Lasix Medication for Dogs

By Cate Burnette

Dogs with congestive heart failure suffer a host of distressful symptoms, not the least of which is a frequent cough caused by fluid retention in the lungs. Allowing this liquid to stay in the lungs forces the heart to work harder and can throw the animal into respiratory and cardiac arrest. Using Lasix to control this build-up increases the life span of the dog and gives the patient better quality of life.


Lasix is the generic name for the drug furosemide, a routinely used diuretic in veterinary medicine. This drug works by prohibiting the retention of sodium and potassium in the dog’s kidneys, leading to an increased urine output. This allows the kidneys to remove excess fluids from the body of the animal.

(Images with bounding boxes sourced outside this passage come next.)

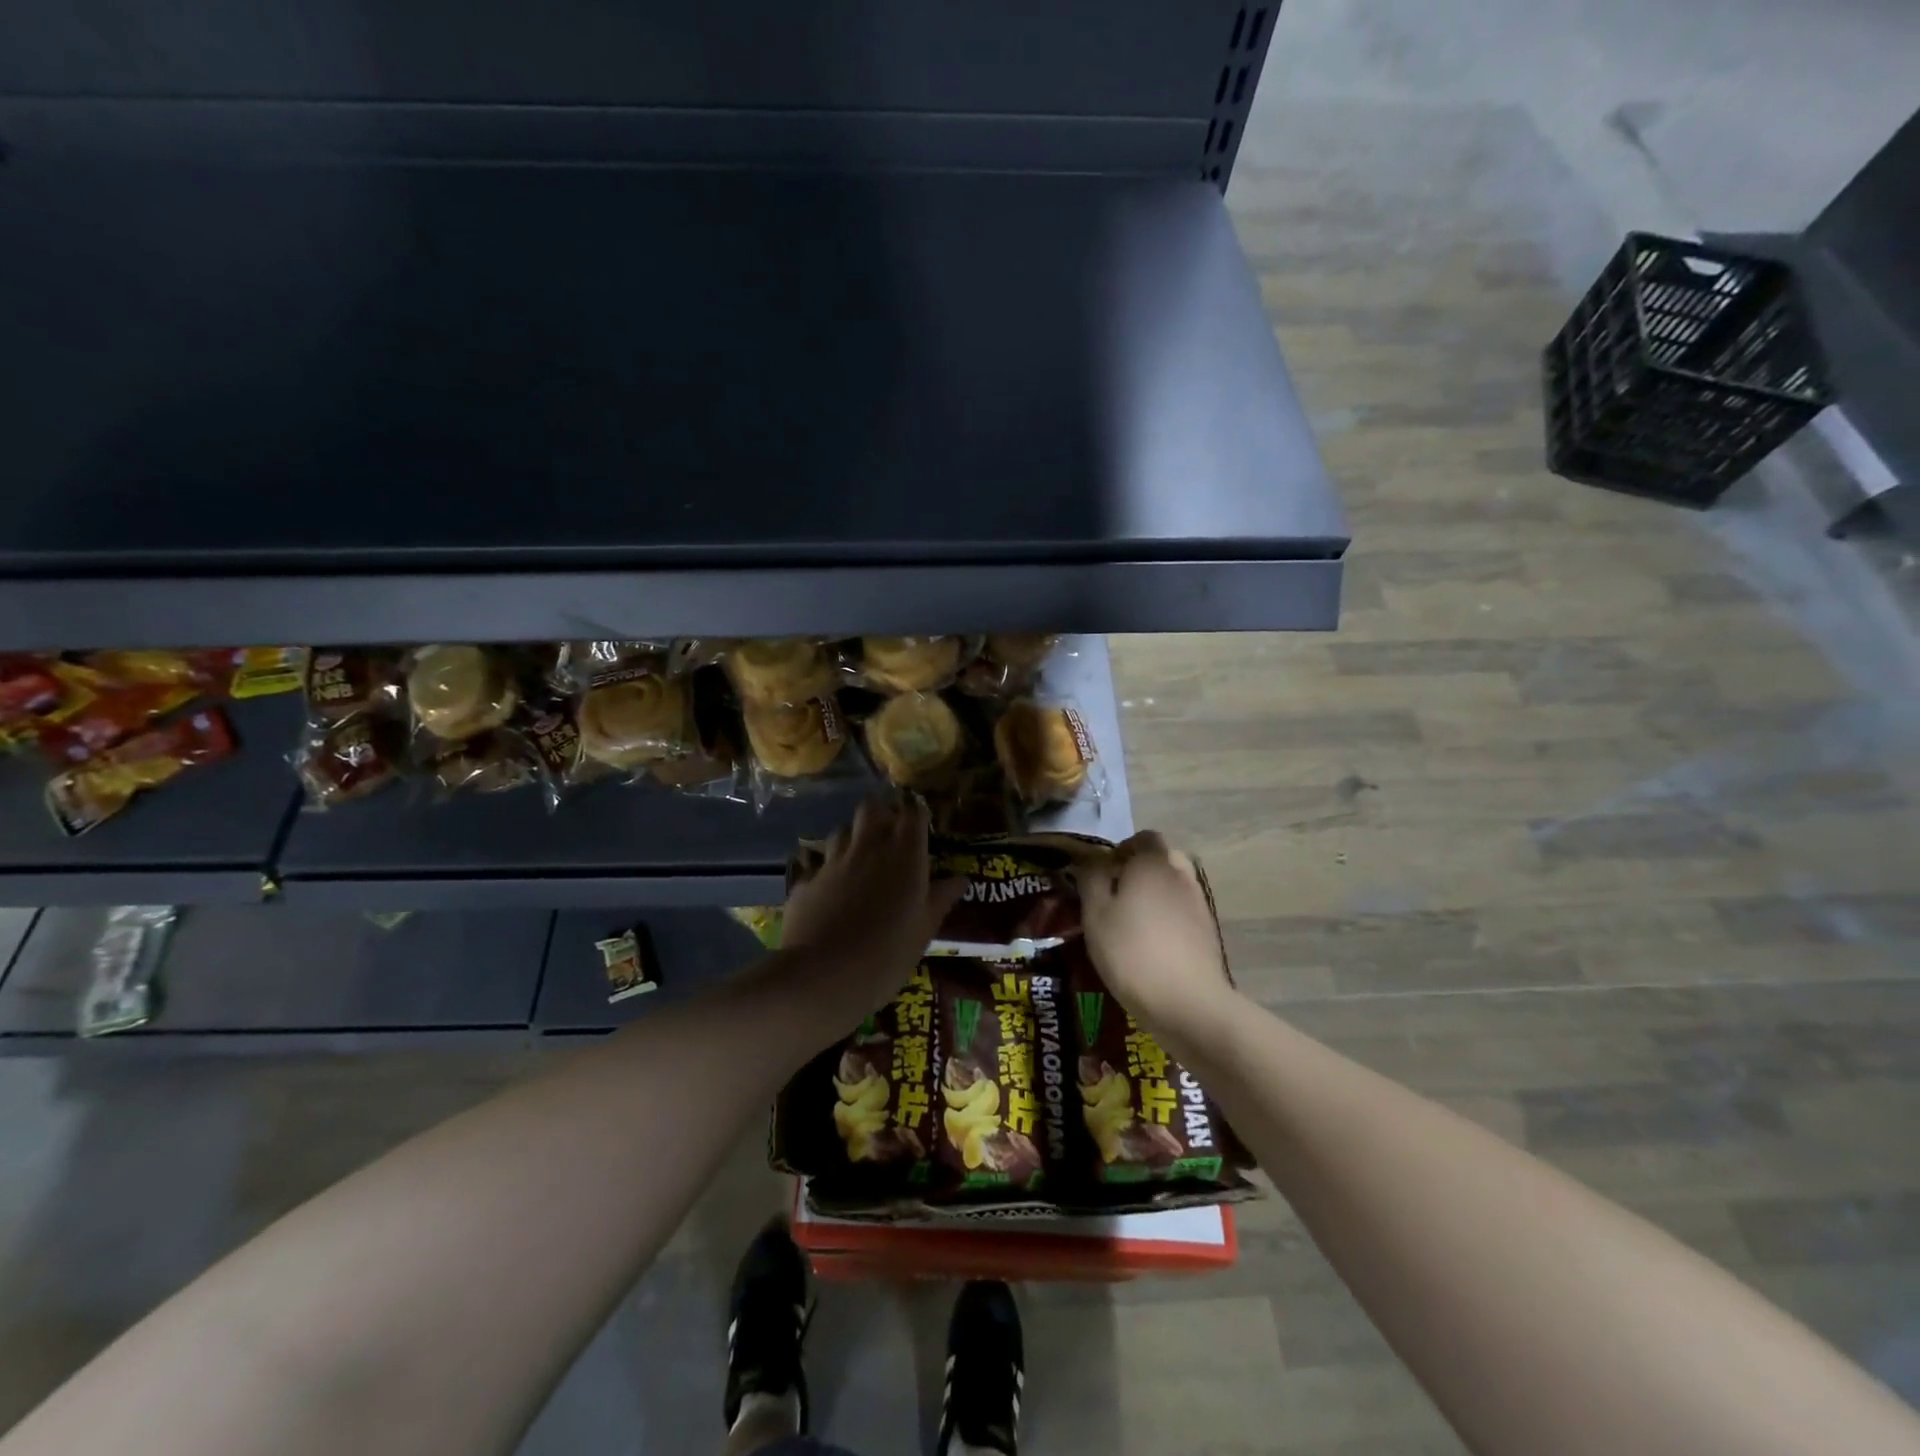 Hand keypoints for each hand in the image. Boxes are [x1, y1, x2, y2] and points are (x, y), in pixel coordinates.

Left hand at [781, 794, 962, 1023]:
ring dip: (853, 837)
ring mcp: (833, 861)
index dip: (916, 814)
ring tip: (861, 860)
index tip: (921, 826)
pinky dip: (828, 872)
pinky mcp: (806, 881)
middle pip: (872, 808)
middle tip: (890, 835)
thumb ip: (941, 899)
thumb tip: (960, 879)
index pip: (913, 813)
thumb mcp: (924, 931)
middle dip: (881, 813)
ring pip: (843, 830)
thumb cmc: (887, 955)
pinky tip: (831, 893)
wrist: (821, 976)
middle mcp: (868, 847)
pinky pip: (820, 865)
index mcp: (905, 856)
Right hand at [1076, 831, 1238, 1050]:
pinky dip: (1168, 916)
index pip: (1142, 838)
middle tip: (1115, 894)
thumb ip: (1091, 878)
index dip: (1121, 850)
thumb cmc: (1131, 951)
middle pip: (1161, 858)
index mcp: (1153, 862)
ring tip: (1131, 920)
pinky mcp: (1208, 931)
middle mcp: (1180, 874)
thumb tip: (1091, 860)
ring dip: (1155, 893)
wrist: (1187, 1003)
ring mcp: (1199, 903)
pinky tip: (1151, 942)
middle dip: (1139, 869)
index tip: (1102, 873)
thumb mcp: (1095, 914)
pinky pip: (1183, 910)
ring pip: (1174, 884)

It also works as a vasodilator in the heart and kidneys; dilating the blood vessels of both organs so that blood flows more freely and the organs become more functional.


Veterinarians usually prescribe Lasix for a dog diagnosed with congestive heart failure and is used primarily to relieve edema, or fluid build-up, in the lungs and abdominal cavity. This will relieve the coughing associated with heart disease. Lasix may also be used in the early stages of kidney disease but is usually discontinued after the disease progresses and the drug is no longer effective. An animal with electrolyte imbalances, such as high calcium and high potassium, may also be prescribed Lasix as it causes these chemicals to be eliminated in the urine. Lasix is distributed in pill form to pet owners but can be used as an injectable medicine in the clinical setting. When given intravenously by a veterinarian, the dog will usually urinate with five minutes.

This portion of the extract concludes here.